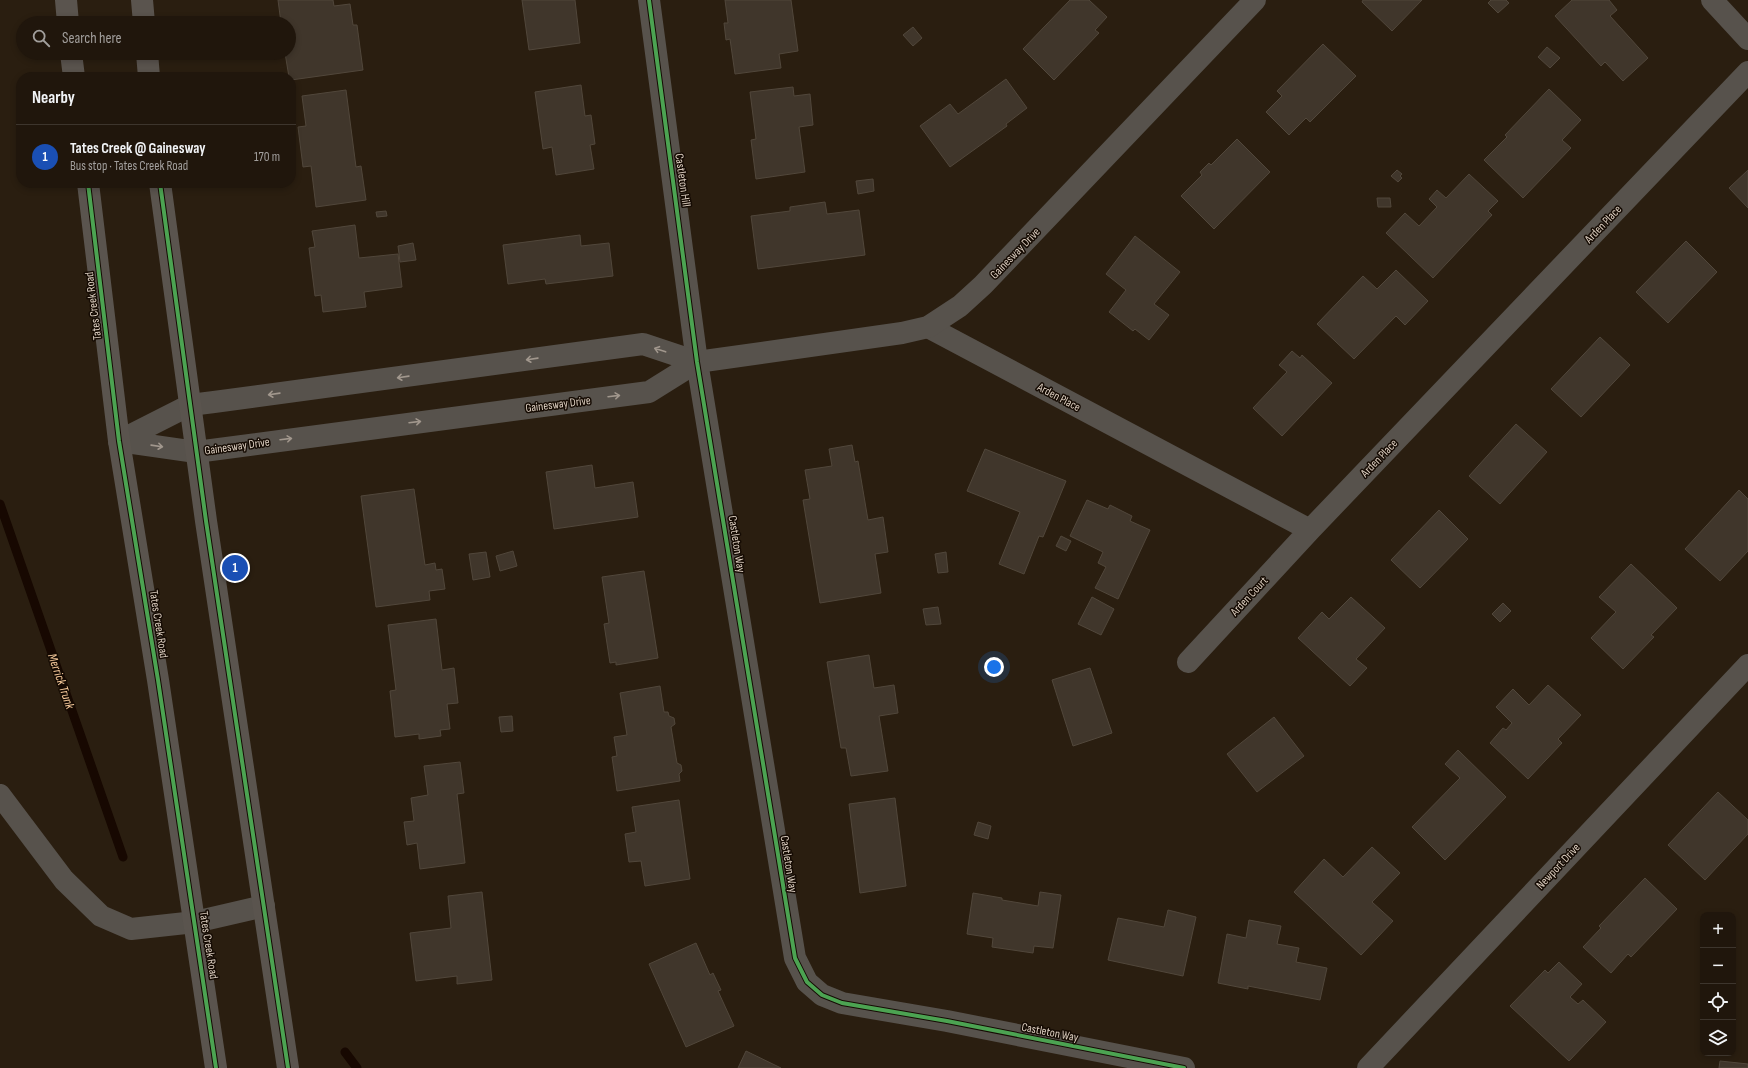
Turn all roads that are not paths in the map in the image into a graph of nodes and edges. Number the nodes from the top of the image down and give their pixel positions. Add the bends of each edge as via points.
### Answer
1 (66, 0) edge
2 (142, 0) edge
3 (649, 0) edge
4 (1255, 0) edge
5 (1712, 0) edge
6 (67, 16) edge
7 (143, 16) edge
8 (1748, 39) edge
9 (72, 60) edge
10 (148, 60) edge
11 (73, 72) edge
12 (149, 72) edge
13 (1748, 72) edge
14 (89, 188) edge
15 (161, 188) edge
16 (928, 327) junction
17 (697, 362) junction
18 (190, 406) junction
19 (119, 441) junction
20 (196, 452) junction
21 (1310, 530) junction
22 (1188, 662) dead end
23 (1748, 665) edge
24 (0, 795) edge
25 (264, 906) junction
26 (195, 922) junction
27 (216, 1068) edge
28 (288, 1068) edge
29 (1184, 1068) edge
30 (1368, 1068) edge

1 - 6 main road
2 - 7 main road
3 - 17 street, Castleton Hill
4 - 16 street, Gainesway Drive via 983,285 960,306
5 - 8 street
9 - 11 main road
10 - 12 main road
13 - 21 street, Arden Place
14 - 19 main road, Tates Creek Road
15 - 18 main road
16 - 17 street, Gainesway Drive via 902,333
16 - 21 street, Arden Place
17 -> 18 street, Gainesway Drive via 643,344
20 -> 17 street, Gainesway Drive via 649,392
17 - 29 street, Castleton Way via 795,958 807,982 822,995 842,1003
18 - 19 street, Gainesway Drive
18 - 20 main road
19 -> 20 street, Gainesway Drive
19 - 26 main road, Tates Creek Road
20 - 25 main road
21 - 22 street, Arden Court
23 - 30 street, Newport Drive
24 - 26 street via 64,880 101,916 131,929
25 - 26 street
25 - 28 main road
26 - 27 main road, Tates Creek Road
● ● ● ● ●
Copy the whole of the material above exactly, and exclude every picture.

Turn all roads that are not paths in the map in the image into a graph of nodes and edges. Number the nodes from the top of the image down and give their pixel positions. Add the bends of each edge as via points.
### Answer
1 (66, 0) edge
2 (142, 0) edge
3 (649, 0) edge
4 (1255, 0) edge
5 (1712, 0) edge
6 (67, 16) edge
7 (143, 16) edge
8 (1748, 39) edge
9 (72, 60) edge
10 (148, 60) edge
11 (73, 72) edge
12 (149, 72) edge
13 (1748, 72) edge
14 (89, 188) edge
15 (161, 188) edge
16 (928, 327) junction
17 (697, 362) junction
18 (190, 406) junction
19 (119, 441) junction
20 (196, 452) junction
21 (1310, 530) junction
22 (1188, 662) dead end
23 (1748, 665) edge
24 (0, 795) edge
25 (264, 906) junction
26 (195, 922) junction
27 (216, 1068) edge
28 (288, 1068) edge
29 (1184, 1068) edge
30 (1368, 1068) edge

1 - 6 main road
2 - 7 main road
3 - 17 street, Castleton Hill
4 - 16 street, Gainesway Drive via 983,285 960,306
5 - 8 street
9 - 11 main road
10 - 12 main road
13 - 21 street, Arden Place
14 - 19 main road, Tates Creek Road
15 - 18 main road
16 - 17 street, Gainesway Drive via 902,333
16 - 21 street, Arden Place
17 -> 18 street, Gainesway Drive via 643,344
20 -> 17 street, Gainesway Drive via 649,392
17 - 29 street, Castleton Way via 795,958 807,982 822,995 842,1003
18 - 19 street, Gainesway Drive
18 - 20 main road
19 -> 20 street, Gainesway Drive
19 - 26 main road, Tates Creek Road
20 - 25 main road
21 - 22 street, Arden Court
23 - 30 street, Newport Drive
24 - 26 street via 64,880 101,916 131,929
25 - 26 street
25 - 28 main road
26 - 27 main road, Tates Creek Road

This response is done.